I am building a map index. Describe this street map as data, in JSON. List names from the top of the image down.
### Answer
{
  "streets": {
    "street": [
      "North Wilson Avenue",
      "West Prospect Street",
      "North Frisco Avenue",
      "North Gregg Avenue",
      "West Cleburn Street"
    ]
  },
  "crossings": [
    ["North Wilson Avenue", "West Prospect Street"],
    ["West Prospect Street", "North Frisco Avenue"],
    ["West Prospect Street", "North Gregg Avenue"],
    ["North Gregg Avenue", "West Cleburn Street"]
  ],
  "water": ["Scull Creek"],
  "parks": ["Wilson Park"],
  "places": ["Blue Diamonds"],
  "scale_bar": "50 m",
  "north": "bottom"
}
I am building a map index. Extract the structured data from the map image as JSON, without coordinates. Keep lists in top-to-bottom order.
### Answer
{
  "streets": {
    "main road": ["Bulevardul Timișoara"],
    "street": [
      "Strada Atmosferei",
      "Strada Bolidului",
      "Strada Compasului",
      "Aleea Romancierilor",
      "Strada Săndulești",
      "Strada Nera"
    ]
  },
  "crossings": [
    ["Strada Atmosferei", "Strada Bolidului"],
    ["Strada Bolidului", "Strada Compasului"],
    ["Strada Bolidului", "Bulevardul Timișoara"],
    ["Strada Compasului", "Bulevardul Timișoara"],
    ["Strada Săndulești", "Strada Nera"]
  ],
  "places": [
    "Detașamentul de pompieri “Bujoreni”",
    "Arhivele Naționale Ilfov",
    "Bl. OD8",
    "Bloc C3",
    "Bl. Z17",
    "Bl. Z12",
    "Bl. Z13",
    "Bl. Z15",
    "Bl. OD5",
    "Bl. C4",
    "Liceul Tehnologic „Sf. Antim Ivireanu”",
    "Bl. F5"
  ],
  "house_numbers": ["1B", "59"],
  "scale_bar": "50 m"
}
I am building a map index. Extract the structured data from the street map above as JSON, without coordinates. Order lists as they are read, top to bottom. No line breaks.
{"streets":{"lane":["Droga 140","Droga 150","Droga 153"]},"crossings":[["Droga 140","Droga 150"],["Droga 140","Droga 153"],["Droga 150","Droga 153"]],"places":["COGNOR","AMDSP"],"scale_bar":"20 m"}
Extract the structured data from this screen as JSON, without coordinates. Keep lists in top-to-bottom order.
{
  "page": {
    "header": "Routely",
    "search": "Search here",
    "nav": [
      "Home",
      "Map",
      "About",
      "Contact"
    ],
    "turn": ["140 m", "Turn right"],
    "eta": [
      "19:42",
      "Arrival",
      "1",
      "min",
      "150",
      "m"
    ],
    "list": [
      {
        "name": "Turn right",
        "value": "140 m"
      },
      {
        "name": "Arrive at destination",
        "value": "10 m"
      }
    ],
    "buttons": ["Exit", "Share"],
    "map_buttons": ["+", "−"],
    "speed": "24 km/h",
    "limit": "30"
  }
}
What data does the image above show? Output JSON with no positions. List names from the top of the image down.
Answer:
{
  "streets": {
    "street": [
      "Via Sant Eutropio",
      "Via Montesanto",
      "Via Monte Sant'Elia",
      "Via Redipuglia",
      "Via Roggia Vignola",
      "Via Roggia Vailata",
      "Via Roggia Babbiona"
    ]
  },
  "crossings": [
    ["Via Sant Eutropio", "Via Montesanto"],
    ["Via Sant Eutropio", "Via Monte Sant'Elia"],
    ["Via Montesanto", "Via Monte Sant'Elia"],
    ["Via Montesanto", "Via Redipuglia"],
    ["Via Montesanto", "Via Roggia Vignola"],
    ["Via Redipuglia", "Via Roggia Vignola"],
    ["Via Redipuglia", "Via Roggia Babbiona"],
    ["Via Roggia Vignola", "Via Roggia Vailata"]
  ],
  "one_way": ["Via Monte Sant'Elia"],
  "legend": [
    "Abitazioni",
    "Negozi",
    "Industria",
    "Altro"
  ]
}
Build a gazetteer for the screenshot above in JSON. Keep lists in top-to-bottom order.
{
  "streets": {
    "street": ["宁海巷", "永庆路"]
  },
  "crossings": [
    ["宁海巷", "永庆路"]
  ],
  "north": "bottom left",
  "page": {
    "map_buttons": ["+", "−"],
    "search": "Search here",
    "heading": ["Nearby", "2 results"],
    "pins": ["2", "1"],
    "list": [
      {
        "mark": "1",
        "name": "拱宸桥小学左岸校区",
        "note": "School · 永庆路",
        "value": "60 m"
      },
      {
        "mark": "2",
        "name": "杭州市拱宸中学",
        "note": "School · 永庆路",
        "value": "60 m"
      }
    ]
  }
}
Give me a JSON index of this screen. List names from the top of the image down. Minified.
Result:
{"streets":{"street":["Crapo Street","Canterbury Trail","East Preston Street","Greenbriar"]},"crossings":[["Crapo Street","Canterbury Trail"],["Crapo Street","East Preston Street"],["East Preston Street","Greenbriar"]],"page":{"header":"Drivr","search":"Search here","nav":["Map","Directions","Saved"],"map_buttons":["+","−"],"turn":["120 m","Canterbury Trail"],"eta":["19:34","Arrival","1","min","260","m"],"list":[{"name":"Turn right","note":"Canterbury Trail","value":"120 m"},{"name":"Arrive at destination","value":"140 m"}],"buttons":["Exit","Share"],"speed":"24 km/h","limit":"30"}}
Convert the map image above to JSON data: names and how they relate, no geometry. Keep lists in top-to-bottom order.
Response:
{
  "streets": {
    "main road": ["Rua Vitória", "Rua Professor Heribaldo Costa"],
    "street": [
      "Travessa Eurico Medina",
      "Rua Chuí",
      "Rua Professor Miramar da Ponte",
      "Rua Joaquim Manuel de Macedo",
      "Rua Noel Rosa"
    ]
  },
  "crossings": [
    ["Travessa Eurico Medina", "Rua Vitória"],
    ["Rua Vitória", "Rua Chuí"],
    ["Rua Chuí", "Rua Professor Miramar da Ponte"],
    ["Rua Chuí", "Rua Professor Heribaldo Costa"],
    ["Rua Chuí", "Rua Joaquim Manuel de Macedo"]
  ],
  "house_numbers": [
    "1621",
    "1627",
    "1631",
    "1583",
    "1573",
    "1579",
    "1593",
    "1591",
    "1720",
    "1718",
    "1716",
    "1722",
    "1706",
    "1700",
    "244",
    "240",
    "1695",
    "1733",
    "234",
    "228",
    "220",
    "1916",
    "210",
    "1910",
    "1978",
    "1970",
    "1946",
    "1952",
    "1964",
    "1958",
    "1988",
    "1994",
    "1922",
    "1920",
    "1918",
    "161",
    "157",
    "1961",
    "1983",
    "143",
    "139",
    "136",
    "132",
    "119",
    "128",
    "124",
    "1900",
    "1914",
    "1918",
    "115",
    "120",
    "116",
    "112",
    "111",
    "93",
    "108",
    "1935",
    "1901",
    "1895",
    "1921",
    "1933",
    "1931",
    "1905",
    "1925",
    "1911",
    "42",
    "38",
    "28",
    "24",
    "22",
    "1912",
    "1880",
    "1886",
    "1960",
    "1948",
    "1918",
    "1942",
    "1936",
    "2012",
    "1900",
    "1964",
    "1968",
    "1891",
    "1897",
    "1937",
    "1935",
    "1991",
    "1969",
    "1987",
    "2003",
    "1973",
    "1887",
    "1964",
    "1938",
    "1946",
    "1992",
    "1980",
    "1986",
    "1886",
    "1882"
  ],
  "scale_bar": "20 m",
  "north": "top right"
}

────────────────────

▶ _Work instruction_: Repeat the full set of records above character for character.

▶ _Problem solution_:
I am building a map index. Describe this street map as data, in JSON. List names from the top of the image down.
### Answer
{
  "streets": {
    "street": [
      "North Wilson Avenue",
      "West Prospect Street",
      "North Frisco Avenue",
      "North Gregg Avenue",
      "West Cleburn Street"
    ]
  },
  "crossings": [
    ["North Wilson Avenue", "West Prospect Street"],
    ["West Prospect Street", "North Frisco Avenue"],
    ["West Prospect Street", "North Gregg Avenue"],
    ["North Gregg Avenue", "West Cleburn Street"]
  ],
  "water": ["Scull Creek"],
  "parks": ["Wilson Park"],
  "places": ["Blue Diamonds"],
  "scale_bar": "50 m",
  "north": "bottom"
}
I am building a map index. Extract the structured data from the map image as JSON, without coordinates. Keep lists in top-to-bottom order.
### Answer
{
  "streets": {
    "main road": ["Bulevardul Timișoara"],
    "street": [
      "Strada Atmosferei",
      "Strada Bolidului",
      "Strada Compasului",
      "Aleea Romancierilor",
      "Strada Săndulești",
      "Strada Nera"
    ]
  },
  "crossings": [
    ["Strada Atmosferei", "Strada Bolidului"],
    ["Strada Bolidului", "Strada Compasului"],
    ["Strada Bolidului", "Bulevardul Timișoara"],
    ["Strada Compasului", "Bulevardul Timișoara"],
    ["Strada Săndulești", "Strada Nera"]
  ],
  "places": [
    "Detașamentul de pompieri “Bujoreni”",
    "Arhivele Naționale Ilfov",
    "Bl. OD8",
    "Bloc C3",
    "Bl. Z17",
    "Bl. Z12",
    "Bl. Z13",
    "Bl. Z15",
    "Bl. OD5",
    "Bl. C4",
    "Liceul Tehnologic „Sf. Antim Ivireanu”",
    "Bl. F5"
  ],
  "house_numbers": ["1B", "59"],
  "scale_bar": "50 m"
}
I am building a map index. Extract the structured data from the street map above as JSON, without coordinates. Order lists as they are read, top to bottom. No line breaks.
{"streets":{"lane":["Droga 140","Droga 150","Droga 153"]},"crossings":[["Droga 140","Droga 150"],["Droga 140","Droga 153"],["Droga 150","Droga 153"]],"places":["COGNOR","AMDSP"],"scale_bar":"20 m"}
Extract the structured data from this screen as JSON, without coordinates. Keep lists in top-to-bottom order.
{
  "page": {
    "header": "Routely",
    "search": "Search here",
    "nav": [
      "Home",
      "Map",
      "About",
      "Contact"
    ],
    "turn": ["140 m", "Turn right"],
    "eta": [
      "19:42",
      "Arrival",
      "1",
      "min",
      "150",
      "m"
    ],
    "list": [
      {
        "name": "Turn right",
        "value": "140 m"
      },
      {
        "name": "Arrive at destination",
        "value": "10 m"
      }
    ],
    "buttons": ["Exit", "Share"],
    "map_buttons": ["+", "−"],
    "speed": "24 km/h",
    "limit": "30"
  }
}
What data does the image above show? Output JSON with no positions. List names from the top of the image down.
Answer:
{
  "streets": {
    "street": [
      "Via Sant Eutropio",
      "Via Montesanto",
      "Via Monte Sant'Elia",
      "Via Redipuglia",
      "Via Roggia Vignola",
      "Via Roggia Vailata",
      "Via Roggia Babbiona"
    ]
  },
  "crossings": [
    ["Via Sant Eutropio", "Via Montesanto"],
    ["Via Sant Eutropio", "Via Monte Sant'Elia"],
    ["Via Montesanto", "Via Monte Sant'Elia"],
    ["Via Montesanto", "Via Redipuglia"],
    ["Via Montesanto", "Via Roggia Vignola"],
    ["Via Redipuglia", "Via Roggia Vignola"],
    ["Via Redipuglia", "Via Roggia Babbiona"],
    ["Via Roggia Vignola", "Via Roggia Vailata"]
  ],
  "one_way": ["Via Monte Sant'Elia"],
  "legend": [
    "Abitazioni",
    "Negozi",
    "Industria",
    "Altro"
  ]
}
Build a gazetteer for the screenshot above in JSON. Keep lists in top-to-bottom order.
{
  "streets": {
    "street": ["宁海巷", "永庆路"]
  },
  "crossings": [
    ["宁海巷", "永庆路"]
  ],
  "north": "bottom left",
  "page": {
    "map_buttons": ["+", "−"],
    "search": "Search here",
    "heading": ["Nearby", "2 results"],
    "pins": ["2", "1"],
    "list": [
      {
        "mark": "1",
        "name": "拱宸桥小学左岸校区",
        "note": "School · 永庆路",
        "value": "60 m"
      },
      {
        "mark": "2",
        "name": "杭州市拱宸中学",
        "note": "School · 永庆路",
        "value": "60 m"
      }
    ]
  }
}
Give me a JSON index of this screen. List names from the top of the image down. Minified.
Result:
{"streets":{"street":["Crapo Street","Canterbury Trail","East Preston Street","Greenbriar"]},"crossings":[["Crapo Street","Canterbury Trail"],["Crapo Street","East Preston Street"],["East Preston Street","Greenbriar"]],"page":{"header":"Drivr","search":"Search here","nav":["Map","Directions","Saved"],"map_buttons":["+","−"],"turn":["120 m","Canterbury Trail"],"eta":["19:34","Arrival","1","min","260","m"],"list":[{"name":"Turn right","note":"Canterbury Trail","value":"120 m"},{"name":"Arrive at destination","value":"140 m"}],"buttons":["Exit","Share"],"speed":"24 km/h","limit":"30"}}
Convert the map image above to JSON data: names and how they relate, no geometry. Keep lists in top-to-bottom order.
Response:
{
  "streets": {
    "main road": ["Rua Vitória", "Rua Professor Heribaldo Costa"],
    "street": [
      "Travessa Eurico Medina",
      "Rua Chuí",
      "Rua Professor Miramar da Ponte",
      "Rua Joaquim Manuel de Macedo",
      "Rua Noel Rosa"
    ]
  },
  "crossings": [
    ["Travessa Eurico Medina", "Rua Vitória"],
    ["Rua Vitória", "Rua Chuí"],
    ["Rua Chuí", "Rua Professor Miramar da Ponte"],
    ["Rua Chuí", "Rua Professor Heribaldo Costa"],
    ["Rua Chuí", "Rua Joaquim Manuel de Macedo"]
  ],
  "house_numbers": [
    "1621",
    "1627",
    "1631",
    "1583",
    "1573",
    "1579",
    "1593",
    "1591",
    "1720",
    "1718",
    "1716",
    "1722",
    "1706",
    "1700",
    "244",
    "240",
    "1695",
    "1733",
    "234",
    "228",
    "220",
    "1916",
    "210",
    "1910",
    "1978",
    "1970",
    "1946",
    "1952",
    "1964",
    "1958",
    "1988",
    "1994",
    "1922",
    "1920",
    "1918",
    "161",
    "157",
    "1961",
    "1983",
    "143",
    "139",
    "136",
    "132",
    "119",
    "128",
    "124",
    "1900",
    "1914",
    "1918",
    "115",
    "120",
    "116",
    "112",
    "111",
    "93",
    "108",
    "1935",
    "1901",
    "1895",
    "1921",
    "1933",
    "1931",
    "1905",
    "1925",
    "1911",
    "42",
    "38",
    "28",
    "24",
    "22",
    "1912",
    "1880",
    "1886",
    "1960",
    "1948",
    "1918",
    "1942",
    "1936",
    "2012",
    "1900",
    "1964",
    "1968",
    "1891",
    "1897",
    "1937",
    "1935",
    "1991",
    "1969",
    "1987",
    "2003",
    "1973",
    "1887",
    "1964",
    "1938",
    "1946",
    "1992",
    "1980",
    "1986",
    "1886",
    "1882"
  ],
  "scale_bar": "20 m",
  "north": "top right"
}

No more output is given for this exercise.